Closely connected to the selection of appropriate defendants (or persons potentially responsible for providing the remedy) is the issue of the actions, omissions, or actionable wrongs that would hold the defendant responsible for contributing to the remedy. At one end of the spectrum, the ‘wrong’ may simply be the GHG emissions a company or state is responsible for.[12] A L&D fund or insurance scheme, for example, could be set up on a no-fault absolute liability basis, similar to the oil pollution funds set up to contribute to the clean-up of oils spills caused by tanker traffic.[13] Actionable wrongs, however, can take a range of forms. Exxon, for example, was sued in the US for misleading investors about the risk climate change poses to the company. 8[14] Actionable wrongs can also take the form of government action or inaction. The Urgenda case in the Netherlands and the Juliana case in the US are perhaps the most prominent examples to date, but actionable wrongs by state actors can range from the role they play in international negotiations to failing to set adequate domestic targets and failing to meet targets set, which could include failure to regulate to prevent and remedy climate harms.
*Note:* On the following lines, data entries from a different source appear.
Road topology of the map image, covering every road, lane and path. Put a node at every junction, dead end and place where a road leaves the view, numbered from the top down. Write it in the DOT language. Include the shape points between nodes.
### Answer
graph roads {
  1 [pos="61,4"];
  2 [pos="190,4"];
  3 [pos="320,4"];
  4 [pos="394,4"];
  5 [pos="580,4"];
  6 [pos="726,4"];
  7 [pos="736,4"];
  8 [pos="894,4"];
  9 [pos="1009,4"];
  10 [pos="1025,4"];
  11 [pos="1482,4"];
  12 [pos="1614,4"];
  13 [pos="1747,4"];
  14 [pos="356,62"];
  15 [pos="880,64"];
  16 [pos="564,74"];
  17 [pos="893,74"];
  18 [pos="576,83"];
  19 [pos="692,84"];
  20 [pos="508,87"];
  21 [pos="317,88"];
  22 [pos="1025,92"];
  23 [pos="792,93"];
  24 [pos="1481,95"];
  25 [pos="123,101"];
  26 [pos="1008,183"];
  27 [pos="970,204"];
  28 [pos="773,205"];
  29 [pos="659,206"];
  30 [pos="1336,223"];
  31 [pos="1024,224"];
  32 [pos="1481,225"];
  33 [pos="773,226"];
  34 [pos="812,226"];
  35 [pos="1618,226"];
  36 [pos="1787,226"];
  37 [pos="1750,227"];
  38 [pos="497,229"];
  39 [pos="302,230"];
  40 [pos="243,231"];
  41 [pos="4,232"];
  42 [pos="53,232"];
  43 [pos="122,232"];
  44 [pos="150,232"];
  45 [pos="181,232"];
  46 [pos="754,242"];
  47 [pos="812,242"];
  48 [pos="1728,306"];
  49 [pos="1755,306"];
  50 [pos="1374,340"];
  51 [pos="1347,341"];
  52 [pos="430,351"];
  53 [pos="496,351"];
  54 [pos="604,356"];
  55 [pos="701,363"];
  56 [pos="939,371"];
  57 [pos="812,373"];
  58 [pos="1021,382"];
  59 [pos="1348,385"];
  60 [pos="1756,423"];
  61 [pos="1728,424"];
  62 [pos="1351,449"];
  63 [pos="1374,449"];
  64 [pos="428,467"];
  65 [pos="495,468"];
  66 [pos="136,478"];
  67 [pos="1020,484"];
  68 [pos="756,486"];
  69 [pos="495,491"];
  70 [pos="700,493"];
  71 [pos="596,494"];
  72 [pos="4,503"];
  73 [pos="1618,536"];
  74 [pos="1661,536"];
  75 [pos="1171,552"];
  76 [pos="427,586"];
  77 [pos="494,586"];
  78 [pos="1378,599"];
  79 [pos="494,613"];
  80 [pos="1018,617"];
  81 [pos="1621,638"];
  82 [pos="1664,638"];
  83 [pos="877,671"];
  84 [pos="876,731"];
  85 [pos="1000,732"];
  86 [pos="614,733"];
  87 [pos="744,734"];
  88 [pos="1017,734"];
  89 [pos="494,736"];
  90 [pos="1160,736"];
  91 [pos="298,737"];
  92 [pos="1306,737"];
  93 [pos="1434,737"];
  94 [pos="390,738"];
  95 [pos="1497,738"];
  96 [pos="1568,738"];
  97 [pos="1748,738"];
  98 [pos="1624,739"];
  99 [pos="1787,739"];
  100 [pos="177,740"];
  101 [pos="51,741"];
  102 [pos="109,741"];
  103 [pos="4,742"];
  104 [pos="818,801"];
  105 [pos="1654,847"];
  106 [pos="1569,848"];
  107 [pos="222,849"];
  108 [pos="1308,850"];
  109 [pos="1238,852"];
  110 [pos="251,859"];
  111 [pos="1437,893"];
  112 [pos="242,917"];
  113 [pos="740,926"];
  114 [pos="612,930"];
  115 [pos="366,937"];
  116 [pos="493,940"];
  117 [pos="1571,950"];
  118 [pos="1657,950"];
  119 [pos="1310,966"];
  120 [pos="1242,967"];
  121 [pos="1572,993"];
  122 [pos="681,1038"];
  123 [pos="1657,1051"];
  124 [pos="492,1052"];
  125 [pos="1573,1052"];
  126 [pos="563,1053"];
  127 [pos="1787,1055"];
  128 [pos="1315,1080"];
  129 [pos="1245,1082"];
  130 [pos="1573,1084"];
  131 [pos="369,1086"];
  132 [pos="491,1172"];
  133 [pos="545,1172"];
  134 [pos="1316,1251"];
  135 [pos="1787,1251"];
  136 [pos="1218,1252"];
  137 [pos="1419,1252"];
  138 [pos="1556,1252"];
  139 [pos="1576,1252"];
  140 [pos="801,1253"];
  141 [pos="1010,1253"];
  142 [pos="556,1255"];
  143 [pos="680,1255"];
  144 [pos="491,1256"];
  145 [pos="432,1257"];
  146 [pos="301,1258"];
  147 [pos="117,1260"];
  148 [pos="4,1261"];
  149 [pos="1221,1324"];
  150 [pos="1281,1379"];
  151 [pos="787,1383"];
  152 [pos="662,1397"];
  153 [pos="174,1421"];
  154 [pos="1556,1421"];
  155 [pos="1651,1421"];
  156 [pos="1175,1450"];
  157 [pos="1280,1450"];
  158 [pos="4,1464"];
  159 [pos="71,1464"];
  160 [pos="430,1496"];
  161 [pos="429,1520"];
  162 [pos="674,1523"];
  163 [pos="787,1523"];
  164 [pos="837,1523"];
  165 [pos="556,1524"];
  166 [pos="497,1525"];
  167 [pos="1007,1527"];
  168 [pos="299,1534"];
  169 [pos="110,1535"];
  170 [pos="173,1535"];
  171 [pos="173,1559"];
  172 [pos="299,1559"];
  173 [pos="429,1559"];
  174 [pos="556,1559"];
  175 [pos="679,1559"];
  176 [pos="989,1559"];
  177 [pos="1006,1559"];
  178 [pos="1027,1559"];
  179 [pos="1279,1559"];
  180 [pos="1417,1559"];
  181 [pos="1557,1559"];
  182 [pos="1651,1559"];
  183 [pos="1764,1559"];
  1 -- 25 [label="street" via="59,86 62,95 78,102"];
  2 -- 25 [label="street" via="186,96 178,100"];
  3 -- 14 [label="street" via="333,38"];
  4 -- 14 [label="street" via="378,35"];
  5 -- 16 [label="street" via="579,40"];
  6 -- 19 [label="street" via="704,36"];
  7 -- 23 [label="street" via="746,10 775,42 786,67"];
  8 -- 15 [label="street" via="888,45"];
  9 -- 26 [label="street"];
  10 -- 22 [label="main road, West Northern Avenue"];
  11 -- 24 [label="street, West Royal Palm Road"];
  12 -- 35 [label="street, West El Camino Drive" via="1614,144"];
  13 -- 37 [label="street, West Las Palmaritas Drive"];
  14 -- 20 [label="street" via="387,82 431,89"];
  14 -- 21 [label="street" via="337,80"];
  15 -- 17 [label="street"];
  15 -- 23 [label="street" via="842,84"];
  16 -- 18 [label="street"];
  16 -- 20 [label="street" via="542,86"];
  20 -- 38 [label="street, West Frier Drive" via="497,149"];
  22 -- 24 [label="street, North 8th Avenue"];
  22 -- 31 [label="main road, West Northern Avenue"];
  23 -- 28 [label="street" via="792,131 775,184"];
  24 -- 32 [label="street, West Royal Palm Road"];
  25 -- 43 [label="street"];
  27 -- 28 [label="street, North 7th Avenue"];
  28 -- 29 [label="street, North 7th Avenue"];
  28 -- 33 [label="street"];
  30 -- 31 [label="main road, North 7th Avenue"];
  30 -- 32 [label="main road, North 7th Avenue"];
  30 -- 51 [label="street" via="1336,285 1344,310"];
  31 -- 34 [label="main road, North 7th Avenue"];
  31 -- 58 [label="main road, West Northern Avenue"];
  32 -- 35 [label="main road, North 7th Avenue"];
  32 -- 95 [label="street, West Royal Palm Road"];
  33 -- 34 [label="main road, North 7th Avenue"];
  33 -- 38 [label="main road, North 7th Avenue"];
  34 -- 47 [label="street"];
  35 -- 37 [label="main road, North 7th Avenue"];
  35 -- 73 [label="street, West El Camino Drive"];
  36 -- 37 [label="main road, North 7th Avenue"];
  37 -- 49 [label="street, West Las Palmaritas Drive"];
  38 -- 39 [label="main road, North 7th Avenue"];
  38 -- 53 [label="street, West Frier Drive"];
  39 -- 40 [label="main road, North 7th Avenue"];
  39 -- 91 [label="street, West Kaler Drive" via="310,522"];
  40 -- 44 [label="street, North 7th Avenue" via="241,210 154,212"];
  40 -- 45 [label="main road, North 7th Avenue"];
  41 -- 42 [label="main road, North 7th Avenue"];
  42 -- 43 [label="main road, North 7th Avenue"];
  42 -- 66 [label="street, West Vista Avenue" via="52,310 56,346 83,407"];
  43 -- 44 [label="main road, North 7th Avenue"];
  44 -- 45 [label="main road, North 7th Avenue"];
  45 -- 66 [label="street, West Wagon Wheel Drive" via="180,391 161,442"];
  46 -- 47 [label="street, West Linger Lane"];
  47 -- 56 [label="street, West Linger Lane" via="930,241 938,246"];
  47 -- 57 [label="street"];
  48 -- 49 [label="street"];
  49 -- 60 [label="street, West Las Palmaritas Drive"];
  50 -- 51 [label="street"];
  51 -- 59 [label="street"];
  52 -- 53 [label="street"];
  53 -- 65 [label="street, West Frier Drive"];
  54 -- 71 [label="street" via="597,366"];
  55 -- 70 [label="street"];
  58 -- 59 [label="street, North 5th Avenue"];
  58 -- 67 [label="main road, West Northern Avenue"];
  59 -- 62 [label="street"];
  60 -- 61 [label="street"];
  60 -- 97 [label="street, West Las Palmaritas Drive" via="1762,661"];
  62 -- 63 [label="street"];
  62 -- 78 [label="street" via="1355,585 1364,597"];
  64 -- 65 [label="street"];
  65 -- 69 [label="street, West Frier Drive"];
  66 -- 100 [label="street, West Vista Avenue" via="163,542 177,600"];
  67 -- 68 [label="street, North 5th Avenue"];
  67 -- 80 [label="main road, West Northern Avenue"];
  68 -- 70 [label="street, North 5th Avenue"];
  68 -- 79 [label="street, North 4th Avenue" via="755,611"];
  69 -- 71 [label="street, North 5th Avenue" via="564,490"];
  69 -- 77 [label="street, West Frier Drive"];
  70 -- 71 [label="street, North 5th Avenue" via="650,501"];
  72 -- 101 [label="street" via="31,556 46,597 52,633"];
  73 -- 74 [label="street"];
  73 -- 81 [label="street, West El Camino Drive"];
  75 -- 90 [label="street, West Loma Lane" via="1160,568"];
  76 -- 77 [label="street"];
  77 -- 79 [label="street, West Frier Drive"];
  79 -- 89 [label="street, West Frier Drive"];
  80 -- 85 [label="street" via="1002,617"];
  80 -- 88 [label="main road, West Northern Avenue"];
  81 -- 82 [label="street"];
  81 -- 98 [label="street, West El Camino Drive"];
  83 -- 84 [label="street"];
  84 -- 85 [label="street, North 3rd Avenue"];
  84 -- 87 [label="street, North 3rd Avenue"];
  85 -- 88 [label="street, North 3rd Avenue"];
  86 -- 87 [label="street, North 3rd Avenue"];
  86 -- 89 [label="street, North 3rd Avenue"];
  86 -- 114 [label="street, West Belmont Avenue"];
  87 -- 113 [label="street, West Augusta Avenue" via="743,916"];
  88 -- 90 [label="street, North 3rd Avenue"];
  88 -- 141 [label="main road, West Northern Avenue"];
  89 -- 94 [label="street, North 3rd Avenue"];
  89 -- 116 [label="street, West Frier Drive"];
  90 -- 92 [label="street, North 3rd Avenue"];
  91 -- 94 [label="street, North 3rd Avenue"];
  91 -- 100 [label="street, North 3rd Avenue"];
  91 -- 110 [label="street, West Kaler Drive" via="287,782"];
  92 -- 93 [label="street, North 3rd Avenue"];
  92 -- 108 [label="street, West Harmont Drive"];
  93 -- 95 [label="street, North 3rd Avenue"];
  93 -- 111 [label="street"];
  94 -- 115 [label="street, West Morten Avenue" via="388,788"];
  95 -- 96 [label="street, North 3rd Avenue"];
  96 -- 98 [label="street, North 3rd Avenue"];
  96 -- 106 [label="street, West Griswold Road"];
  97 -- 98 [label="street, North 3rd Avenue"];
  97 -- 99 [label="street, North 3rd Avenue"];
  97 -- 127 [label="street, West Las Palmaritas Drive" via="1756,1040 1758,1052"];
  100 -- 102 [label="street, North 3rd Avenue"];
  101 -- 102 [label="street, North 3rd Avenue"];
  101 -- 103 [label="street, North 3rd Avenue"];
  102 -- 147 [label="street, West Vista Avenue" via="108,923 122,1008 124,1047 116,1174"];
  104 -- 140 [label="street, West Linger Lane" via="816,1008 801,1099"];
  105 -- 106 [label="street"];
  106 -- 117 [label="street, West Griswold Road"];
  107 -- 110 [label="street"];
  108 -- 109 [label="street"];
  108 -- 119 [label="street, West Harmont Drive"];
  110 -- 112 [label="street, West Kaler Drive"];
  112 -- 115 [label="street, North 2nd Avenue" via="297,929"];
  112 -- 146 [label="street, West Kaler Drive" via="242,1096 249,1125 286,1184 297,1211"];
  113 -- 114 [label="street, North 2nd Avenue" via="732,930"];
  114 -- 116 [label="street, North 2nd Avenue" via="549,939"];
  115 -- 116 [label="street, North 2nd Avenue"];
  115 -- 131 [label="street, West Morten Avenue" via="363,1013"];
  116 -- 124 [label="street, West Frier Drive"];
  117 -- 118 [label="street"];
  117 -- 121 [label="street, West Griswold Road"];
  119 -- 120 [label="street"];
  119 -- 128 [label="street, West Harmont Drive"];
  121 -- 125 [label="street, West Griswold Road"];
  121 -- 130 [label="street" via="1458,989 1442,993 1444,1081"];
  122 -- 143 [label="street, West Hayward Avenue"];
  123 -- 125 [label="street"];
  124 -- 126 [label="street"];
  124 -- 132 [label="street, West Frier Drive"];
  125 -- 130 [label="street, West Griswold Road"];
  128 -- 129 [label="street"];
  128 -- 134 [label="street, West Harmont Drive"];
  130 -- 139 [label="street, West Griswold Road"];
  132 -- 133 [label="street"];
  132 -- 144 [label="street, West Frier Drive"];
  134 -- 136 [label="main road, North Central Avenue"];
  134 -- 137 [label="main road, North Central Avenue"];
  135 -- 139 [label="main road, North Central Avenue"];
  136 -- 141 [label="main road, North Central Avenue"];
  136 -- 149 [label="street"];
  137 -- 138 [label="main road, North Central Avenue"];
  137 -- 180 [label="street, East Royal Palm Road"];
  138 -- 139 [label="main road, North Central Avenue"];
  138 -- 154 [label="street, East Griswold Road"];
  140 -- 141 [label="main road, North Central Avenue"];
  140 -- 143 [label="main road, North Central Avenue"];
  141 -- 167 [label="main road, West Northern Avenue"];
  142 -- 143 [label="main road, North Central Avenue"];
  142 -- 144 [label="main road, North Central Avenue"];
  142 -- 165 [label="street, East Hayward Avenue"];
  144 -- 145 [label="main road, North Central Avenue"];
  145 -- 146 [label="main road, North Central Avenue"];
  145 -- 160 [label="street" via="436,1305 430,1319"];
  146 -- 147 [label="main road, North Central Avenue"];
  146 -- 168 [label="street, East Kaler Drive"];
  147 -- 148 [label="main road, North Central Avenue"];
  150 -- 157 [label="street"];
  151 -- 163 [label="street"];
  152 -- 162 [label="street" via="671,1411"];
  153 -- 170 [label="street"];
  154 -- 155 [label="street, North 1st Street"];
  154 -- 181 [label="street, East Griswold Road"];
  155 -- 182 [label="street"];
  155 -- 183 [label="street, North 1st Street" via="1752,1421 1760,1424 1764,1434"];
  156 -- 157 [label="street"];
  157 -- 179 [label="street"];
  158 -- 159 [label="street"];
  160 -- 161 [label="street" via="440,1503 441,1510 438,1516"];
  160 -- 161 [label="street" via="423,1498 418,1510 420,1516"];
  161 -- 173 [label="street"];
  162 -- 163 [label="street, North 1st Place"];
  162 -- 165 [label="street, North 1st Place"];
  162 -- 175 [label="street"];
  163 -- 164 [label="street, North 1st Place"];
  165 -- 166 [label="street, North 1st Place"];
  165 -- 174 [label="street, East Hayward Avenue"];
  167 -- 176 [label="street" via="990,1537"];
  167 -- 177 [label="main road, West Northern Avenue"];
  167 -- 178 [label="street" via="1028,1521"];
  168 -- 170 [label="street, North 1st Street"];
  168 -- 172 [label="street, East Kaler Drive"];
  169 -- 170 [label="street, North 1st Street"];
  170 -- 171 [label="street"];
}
Questions about potential remedies are among the other key issues legal systems are challenged to address. Beyond monetary damages, legal systems will increasingly be challenged to consider a broad range of remedies, including restitution, satisfaction and other forms of reparation.[15] Legal systems will be challenged to consider whether and how to monetise harms such as loss of ecosystem services, loss of species, and loss of opportunity for children and future generations.[16] Drawing upon resilience theorists and others, would funding or support for recovery from L&D necessarily mean returning people to a place from which they came, or rebuilding ecosystems to the state that they were ‘before’ (assuming a precise time can be identified), or would L&D be reconcilable with the transformation of socio-ecological systems from one state to another? Moreover, could devising remedies for L&D contribute to more fundamental societal transformations essential for resilient futures?
Conclusion
Prospects for a comprehensive solution to L&D under the climate regime are tenuous at best.  This means that many international and domestic legal systems will increasingly be challenged to deal with aspects of L&D and to offer a remedy to those harmed.  In our recent article in Climate Policy, we consider in more detail the range of issues that legal systems around the world will need to grapple with.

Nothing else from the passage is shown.